▸ Dataset extract
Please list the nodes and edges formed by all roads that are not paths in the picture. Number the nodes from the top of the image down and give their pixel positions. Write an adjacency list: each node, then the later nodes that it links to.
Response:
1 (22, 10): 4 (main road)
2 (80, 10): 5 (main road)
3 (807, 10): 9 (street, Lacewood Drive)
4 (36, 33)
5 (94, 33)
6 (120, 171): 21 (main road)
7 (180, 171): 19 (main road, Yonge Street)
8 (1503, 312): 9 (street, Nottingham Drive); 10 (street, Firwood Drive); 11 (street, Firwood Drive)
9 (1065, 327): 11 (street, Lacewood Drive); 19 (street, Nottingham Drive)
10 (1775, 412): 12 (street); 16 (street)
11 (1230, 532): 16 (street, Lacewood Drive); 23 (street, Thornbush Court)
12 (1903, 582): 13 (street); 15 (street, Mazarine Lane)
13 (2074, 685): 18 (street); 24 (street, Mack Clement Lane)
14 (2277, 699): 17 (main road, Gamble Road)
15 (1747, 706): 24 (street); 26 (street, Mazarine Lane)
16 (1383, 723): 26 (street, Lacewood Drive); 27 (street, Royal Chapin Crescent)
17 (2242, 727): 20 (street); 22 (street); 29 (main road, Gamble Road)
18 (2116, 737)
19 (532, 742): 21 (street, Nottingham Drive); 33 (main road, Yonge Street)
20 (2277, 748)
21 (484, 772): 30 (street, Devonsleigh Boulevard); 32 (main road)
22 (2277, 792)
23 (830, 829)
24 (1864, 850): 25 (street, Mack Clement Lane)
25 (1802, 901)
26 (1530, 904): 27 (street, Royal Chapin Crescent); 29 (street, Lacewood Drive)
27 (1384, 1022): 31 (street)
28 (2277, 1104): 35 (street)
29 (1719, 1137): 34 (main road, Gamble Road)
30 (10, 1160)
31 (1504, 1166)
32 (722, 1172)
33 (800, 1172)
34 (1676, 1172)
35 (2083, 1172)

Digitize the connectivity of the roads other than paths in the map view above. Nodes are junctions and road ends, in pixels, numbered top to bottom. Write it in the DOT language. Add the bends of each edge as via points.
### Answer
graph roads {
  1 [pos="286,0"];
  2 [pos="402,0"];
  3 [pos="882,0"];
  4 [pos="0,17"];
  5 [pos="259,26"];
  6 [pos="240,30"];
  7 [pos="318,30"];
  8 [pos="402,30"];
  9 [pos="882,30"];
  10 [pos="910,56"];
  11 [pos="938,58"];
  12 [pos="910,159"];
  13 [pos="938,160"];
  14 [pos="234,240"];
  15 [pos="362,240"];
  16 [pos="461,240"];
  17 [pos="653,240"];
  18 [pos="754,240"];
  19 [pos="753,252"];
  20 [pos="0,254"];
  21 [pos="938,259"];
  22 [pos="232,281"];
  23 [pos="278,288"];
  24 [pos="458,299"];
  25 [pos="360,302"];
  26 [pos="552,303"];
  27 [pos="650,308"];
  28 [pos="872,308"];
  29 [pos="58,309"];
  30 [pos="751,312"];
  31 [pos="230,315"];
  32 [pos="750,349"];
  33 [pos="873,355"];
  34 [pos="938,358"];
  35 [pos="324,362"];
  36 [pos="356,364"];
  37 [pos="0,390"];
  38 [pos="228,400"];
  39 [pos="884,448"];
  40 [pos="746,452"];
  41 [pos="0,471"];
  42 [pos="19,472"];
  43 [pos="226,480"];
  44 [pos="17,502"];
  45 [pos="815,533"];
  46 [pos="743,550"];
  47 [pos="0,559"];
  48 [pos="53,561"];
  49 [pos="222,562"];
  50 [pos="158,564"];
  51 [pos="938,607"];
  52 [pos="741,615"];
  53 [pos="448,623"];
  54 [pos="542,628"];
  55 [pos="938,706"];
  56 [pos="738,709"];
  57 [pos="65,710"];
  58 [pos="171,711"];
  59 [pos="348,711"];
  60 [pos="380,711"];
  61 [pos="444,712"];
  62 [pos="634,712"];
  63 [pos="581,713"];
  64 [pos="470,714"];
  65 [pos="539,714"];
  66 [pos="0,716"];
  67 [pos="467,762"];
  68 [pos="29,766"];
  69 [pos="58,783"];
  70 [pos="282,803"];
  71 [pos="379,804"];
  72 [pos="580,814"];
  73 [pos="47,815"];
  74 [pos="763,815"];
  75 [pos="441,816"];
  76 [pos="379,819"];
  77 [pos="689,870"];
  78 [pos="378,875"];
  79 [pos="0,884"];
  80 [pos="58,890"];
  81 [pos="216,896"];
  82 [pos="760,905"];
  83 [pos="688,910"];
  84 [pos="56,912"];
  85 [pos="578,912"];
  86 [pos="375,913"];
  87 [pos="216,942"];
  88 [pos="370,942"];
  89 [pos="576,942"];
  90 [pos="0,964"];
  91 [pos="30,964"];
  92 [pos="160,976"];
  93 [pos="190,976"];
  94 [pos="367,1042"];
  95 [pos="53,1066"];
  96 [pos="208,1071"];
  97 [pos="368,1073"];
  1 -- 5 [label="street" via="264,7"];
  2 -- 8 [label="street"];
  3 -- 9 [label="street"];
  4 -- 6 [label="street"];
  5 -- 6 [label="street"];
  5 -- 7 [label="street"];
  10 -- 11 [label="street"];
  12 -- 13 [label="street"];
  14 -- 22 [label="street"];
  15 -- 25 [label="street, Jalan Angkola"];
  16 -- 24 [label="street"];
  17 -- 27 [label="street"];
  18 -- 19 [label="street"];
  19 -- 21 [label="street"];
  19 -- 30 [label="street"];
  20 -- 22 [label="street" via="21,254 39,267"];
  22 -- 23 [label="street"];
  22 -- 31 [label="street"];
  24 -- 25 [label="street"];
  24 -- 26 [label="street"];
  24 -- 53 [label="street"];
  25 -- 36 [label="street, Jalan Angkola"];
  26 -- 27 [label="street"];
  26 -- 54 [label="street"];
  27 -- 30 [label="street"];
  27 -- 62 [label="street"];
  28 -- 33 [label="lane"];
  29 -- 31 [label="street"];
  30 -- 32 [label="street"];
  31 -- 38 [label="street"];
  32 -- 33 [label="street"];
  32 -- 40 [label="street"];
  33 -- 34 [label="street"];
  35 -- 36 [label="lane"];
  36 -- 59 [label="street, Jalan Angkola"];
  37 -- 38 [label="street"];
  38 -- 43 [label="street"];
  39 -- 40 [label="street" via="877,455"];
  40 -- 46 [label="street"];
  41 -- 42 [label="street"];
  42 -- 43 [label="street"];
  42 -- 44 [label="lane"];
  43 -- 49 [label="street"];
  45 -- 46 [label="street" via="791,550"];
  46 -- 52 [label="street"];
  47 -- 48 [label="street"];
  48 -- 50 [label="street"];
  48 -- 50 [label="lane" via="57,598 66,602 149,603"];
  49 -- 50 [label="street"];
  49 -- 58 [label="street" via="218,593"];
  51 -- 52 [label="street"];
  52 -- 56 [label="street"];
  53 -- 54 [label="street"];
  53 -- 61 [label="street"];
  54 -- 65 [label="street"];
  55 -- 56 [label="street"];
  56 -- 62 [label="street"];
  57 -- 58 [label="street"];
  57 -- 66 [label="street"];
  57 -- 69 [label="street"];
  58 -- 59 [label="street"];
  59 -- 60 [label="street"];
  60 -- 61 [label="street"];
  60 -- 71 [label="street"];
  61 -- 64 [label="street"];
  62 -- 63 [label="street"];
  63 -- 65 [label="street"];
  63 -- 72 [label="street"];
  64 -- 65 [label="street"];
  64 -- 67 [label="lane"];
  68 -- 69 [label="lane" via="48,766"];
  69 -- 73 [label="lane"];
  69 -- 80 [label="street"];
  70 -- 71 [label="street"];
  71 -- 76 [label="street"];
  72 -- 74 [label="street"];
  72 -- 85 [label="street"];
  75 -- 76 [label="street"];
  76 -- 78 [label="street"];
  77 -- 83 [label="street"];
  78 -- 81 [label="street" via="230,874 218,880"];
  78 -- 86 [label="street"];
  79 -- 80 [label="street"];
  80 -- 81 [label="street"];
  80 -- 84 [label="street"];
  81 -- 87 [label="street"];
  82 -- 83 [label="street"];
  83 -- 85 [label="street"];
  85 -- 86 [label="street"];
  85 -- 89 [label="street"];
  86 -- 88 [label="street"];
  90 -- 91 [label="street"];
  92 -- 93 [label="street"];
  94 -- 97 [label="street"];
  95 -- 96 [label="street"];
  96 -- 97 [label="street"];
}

▸ Your goal
Gather each line in the entries above where the string "roads" is found.

▸ Exercise output
Please list the nodes and edges formed by all roads that are not paths in the picture. Number the nodes from the top of the image down and give their pixel positions. Write an adjacency list: each node, then the later nodes that it links to.
Digitize the connectivity of the roads other than paths in the map view above. Nodes are junctions and road ends, in pixels, numbered top to bottom. Write it in the DOT language. Add the bends of each edge as via points.
graph roads {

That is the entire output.